Wie erklären Sie sich diese schlimmen Zustände?

Für mich ist das vor allem eine Frage der Führung. Es braucht eine ehrliche und offene Fehlerkultur, dass Mitarbeiter keine Repressalien befürchten müssen, wenn sie Missstände benennen.

Gibt es die bei Korian?

Korian hat neben umfangreichen Audits auch ein eigenes Whistleblower-System. Die Geschäftsführung möchte wissen, wenn etwas irgendwo nicht stimmt. Das ist eine offene Kultur. Aber ich würde das nicht daran festmachen, ob auf dem Schild am Eingang der Einrichtung Korian, Diakonie oder Caritas steht. Entscheidend ist: Wie geht die Leitung der jeweiligen Einrichtung damit um? Ist sie offen für Gespräche? Gute Pflege hat immer mit gutem Führungspersonal zu tun.

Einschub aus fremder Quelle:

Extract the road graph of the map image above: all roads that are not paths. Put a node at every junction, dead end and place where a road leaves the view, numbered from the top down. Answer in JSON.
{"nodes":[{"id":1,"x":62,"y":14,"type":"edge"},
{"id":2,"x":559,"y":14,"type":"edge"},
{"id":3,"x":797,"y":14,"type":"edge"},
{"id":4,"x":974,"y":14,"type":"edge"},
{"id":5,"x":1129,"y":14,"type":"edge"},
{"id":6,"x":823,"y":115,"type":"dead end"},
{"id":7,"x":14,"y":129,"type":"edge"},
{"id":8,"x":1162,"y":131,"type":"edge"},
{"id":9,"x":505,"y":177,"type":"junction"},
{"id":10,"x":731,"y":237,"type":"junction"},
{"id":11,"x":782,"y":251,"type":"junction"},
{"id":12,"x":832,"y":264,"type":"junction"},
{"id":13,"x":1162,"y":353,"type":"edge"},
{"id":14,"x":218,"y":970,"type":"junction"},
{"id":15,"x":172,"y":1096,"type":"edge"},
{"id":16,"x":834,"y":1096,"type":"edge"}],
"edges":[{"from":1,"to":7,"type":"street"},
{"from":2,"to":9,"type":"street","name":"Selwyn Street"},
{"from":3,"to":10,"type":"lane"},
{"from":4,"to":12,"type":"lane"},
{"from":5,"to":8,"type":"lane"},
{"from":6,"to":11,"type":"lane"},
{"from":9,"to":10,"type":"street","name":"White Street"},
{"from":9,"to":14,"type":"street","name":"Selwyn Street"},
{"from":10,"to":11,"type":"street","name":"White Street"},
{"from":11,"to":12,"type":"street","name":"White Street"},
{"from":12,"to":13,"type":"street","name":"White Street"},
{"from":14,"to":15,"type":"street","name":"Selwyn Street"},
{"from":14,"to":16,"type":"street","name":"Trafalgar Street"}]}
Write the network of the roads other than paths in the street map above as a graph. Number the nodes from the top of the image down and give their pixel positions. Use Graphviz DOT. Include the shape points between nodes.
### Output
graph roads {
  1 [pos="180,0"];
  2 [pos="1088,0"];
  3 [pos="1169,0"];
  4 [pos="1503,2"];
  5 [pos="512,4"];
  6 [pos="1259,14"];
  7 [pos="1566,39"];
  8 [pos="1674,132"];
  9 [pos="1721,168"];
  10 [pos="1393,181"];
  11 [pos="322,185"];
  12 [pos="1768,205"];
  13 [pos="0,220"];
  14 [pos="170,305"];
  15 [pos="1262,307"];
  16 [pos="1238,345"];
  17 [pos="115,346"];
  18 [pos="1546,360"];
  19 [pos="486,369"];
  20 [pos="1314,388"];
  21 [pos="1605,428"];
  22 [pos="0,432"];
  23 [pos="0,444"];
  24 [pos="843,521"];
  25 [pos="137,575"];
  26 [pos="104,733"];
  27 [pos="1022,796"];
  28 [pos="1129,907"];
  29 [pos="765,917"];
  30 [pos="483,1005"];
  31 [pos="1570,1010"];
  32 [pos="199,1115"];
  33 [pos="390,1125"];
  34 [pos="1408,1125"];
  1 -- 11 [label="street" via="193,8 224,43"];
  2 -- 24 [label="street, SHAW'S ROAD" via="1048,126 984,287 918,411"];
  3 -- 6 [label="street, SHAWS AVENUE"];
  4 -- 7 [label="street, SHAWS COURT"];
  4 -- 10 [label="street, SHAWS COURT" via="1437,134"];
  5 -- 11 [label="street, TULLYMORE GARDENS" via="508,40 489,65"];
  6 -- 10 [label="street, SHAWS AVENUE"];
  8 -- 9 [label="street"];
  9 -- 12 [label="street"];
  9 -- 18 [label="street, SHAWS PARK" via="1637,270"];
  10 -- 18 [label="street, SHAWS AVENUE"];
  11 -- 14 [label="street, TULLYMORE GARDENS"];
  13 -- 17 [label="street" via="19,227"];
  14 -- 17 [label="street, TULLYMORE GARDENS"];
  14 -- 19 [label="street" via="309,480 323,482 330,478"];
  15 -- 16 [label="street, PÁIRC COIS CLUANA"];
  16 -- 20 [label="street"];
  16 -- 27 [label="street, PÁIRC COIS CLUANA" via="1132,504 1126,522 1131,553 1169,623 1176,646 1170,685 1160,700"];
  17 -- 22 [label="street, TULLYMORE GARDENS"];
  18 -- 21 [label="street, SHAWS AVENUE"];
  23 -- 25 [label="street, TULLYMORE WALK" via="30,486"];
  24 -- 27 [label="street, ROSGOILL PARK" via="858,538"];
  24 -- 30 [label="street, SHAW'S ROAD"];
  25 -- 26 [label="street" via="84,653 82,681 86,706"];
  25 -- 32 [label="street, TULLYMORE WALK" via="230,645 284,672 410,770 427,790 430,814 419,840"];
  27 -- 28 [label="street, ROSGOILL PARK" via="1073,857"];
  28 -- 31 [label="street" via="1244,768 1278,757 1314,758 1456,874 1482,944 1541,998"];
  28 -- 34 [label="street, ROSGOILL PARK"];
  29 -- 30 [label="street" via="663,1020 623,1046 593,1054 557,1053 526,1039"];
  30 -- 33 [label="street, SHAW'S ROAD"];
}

Steckt nicht die zwingende wirtschaftliche Logik von weniger Kosten und mehr Rendite dahinter? Also spart man an Personal, Essen und Hygiene.

Ich finde es nicht verwerflich, mit Pflege Geld zu verdienen. Auch ein Arzt oder ein Badinstallateur verdienen Geld. Problematisch wird es, wenn ein Unternehmen nichts reinvestiert, insbesondere in die Führung und Fortbildung von Mitarbeitern. Das ist bei Korian anders. Der Konzern hat sogar eine Stiftung, die "Korian-Stiftung für Pflege und würdevolles Altern" ins Leben gerufen, die eigenständig und unabhängig arbeitet und mit Projekten die Pflege insgesamt voranbringen will.

Experten betonen, es gebe trotz Pflegenotstand auch hervorragende Einrichtungen. Warum ist so wenig über diese Leuchttürme zu hören?

In der Pflege herrscht eine große Konkurrenz. Niemand spricht gern über andere, im Guten wie im Schlechten. Ich bin sicher, dass innerhalb der Branche die Leuchttürme bekannt sind. Vieles dringt jedoch nicht nach außen. Das muss sich ändern. In der Pflege wird nicht nur viel Großartiges geleistet, sondern der Großteil der Bewohner und Bewohnerinnen sind auch sehr zufrieden dort.